Your instructions>
Copy out the entries that follow exactly, leaving every picture behind.

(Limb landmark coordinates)
+++
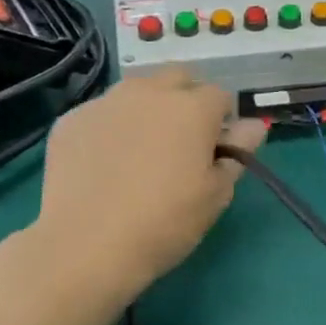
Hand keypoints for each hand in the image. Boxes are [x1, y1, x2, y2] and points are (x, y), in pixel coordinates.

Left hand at [23, 69, 264, 305]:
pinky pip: (102, 113)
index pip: (221, 96)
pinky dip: (111, 127)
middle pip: (178, 78)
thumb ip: (238, 152)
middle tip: (181, 142)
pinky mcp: (71, 120)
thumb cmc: (165, 222)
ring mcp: (106, 102)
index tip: (215, 151)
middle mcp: (150, 92)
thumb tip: (254, 125)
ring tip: (140, 150)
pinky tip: (105, 164)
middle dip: (186, 99)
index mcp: (193, 107)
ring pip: (137, 90)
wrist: (85, 246)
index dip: (223, 122)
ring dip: (148, 108)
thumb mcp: (216, 194)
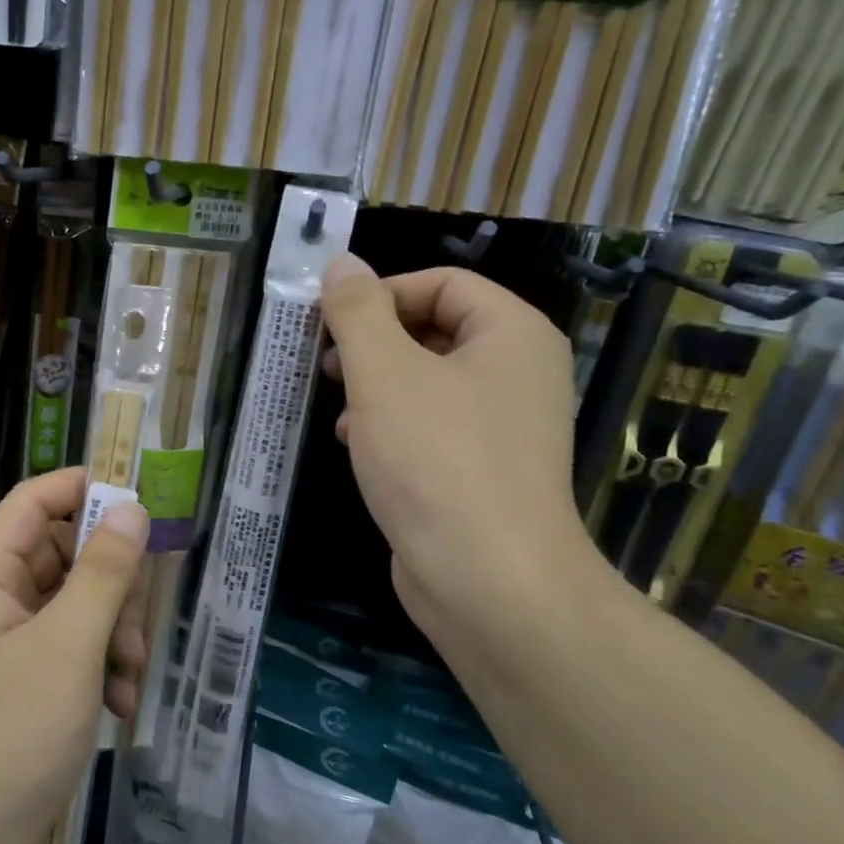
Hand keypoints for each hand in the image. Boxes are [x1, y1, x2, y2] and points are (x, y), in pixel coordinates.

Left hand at [0, 468, 148, 843]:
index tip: (140, 502)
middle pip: (65, 552)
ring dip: (114, 633)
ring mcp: (11, 644)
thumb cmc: (11, 736)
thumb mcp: (69, 645)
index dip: (84, 489)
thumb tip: (132, 508)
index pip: (34, 500)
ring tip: (128, 679)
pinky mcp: (27, 684)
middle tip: (134, 624)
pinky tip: (119, 708)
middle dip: (111, 584)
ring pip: (78, 604)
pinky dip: (102, 668)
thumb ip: (103, 571)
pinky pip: (74, 649)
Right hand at [319, 255, 597, 650]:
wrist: (488, 579)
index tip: (330, 324)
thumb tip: (341, 263)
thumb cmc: (436, 460)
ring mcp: (503, 426)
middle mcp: (517, 372)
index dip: (382, 294)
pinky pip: (432, 426)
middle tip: (326, 363)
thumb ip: (358, 312)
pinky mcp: (482, 471)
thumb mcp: (384, 373)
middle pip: (436, 330)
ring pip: (428, 381)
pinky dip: (391, 425)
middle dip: (374, 342)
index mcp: (511, 334)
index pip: (443, 283)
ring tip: (337, 408)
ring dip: (376, 385)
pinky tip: (356, 445)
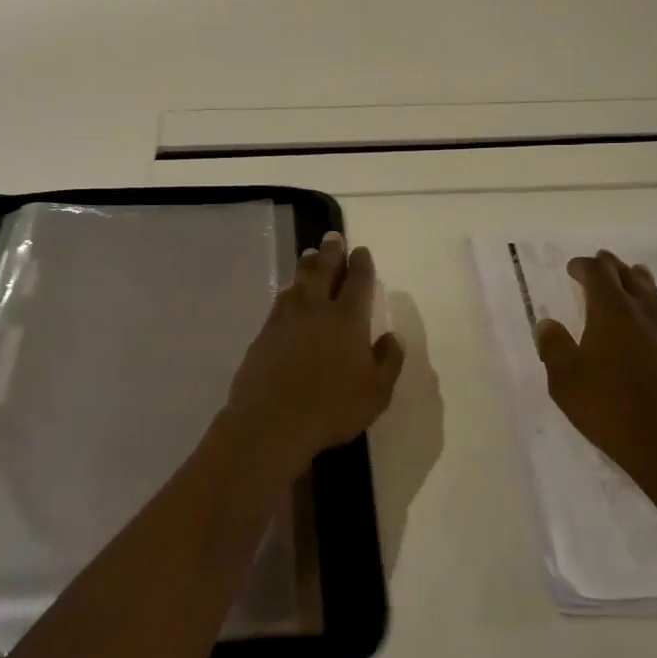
+++
Output for this exercise>
Hand keypoints for each hand in the image. Boxes are [x1, y1, x2, y2] and points are (x, y), in pixel coordinates.

Left hand at [23, 69, 264, 305]:
pinky pip: (102, 113)
index pip: (221, 96)
pinky dip: (111, 127)
middle pip: (178, 78)
thumb ip: (238, 152)
middle tip: (181, 142)
pinky mcp: (71, 120)
thumb cmc: (165, 222)
ring mcp: (106, 102)
index tip: (215, 151)
middle mcp: (150, 92)
thumb tip: (254, 125)
ring tip: (140, 150)
pinky tip: (105, 164)
middle dip: (186, 99)
index mcp: (193, 107)
ring pip: (137, 90)
wrist: (85, 246)
index dip: (223, 122)
ring dip: (148, 108)
thumb mcp: (216, 194)
Hand keypoints for each hand in the image. Boxes are [x1, y1, x2, y2] and points are (x, y), in pixel coordinates.

Left hand at [0, 468, 148, 843]:
index tip: (140, 502)
middle pip: (65, 552)
ring dip: (114, 633)
ring mcp: (11, 644)
thumb cmc: (11, 736)
thumb mcp: (69, 645)
index dip: (84, 489)
thumb tip: (132, 508)
index pip: (34, 500)
ring tip: (128, 679)
pinky mcp: (27, 684)
middle tip: (134, 624)
pinky tip: (119, 708)
middle dip: (111, 584)
ring pip: (78, 604)
pinky dip: (102, 668)
thumb ip: (103, 571)
pinky pip: (74, 649)
Right hand at [319, 255, 597, 650]:
wrist: (488, 579)
index tip: (330, 324)
thumb tip: (341, 263)
thumb cmc: (436, 460)
ring mcp: (503, 426)
middle mcp: (517, 372)
index dip: (382, 294)
pinky pip: (432, 426)
middle tip: (326, 363)
thumb ip: (358, 312)
pinky mcp: (482, 471)
thumb mcp: (384, 373)
middle pip: (436, 330)
ring pip: (428, 381)
pinky dip: (391, 425)
middle dip: (374, 342)
index mcp: (511, 334)
index pip: (443, 283)
ring tip: (337, 408)
ring dip: (376, 385)
pinky tip: (356, 445)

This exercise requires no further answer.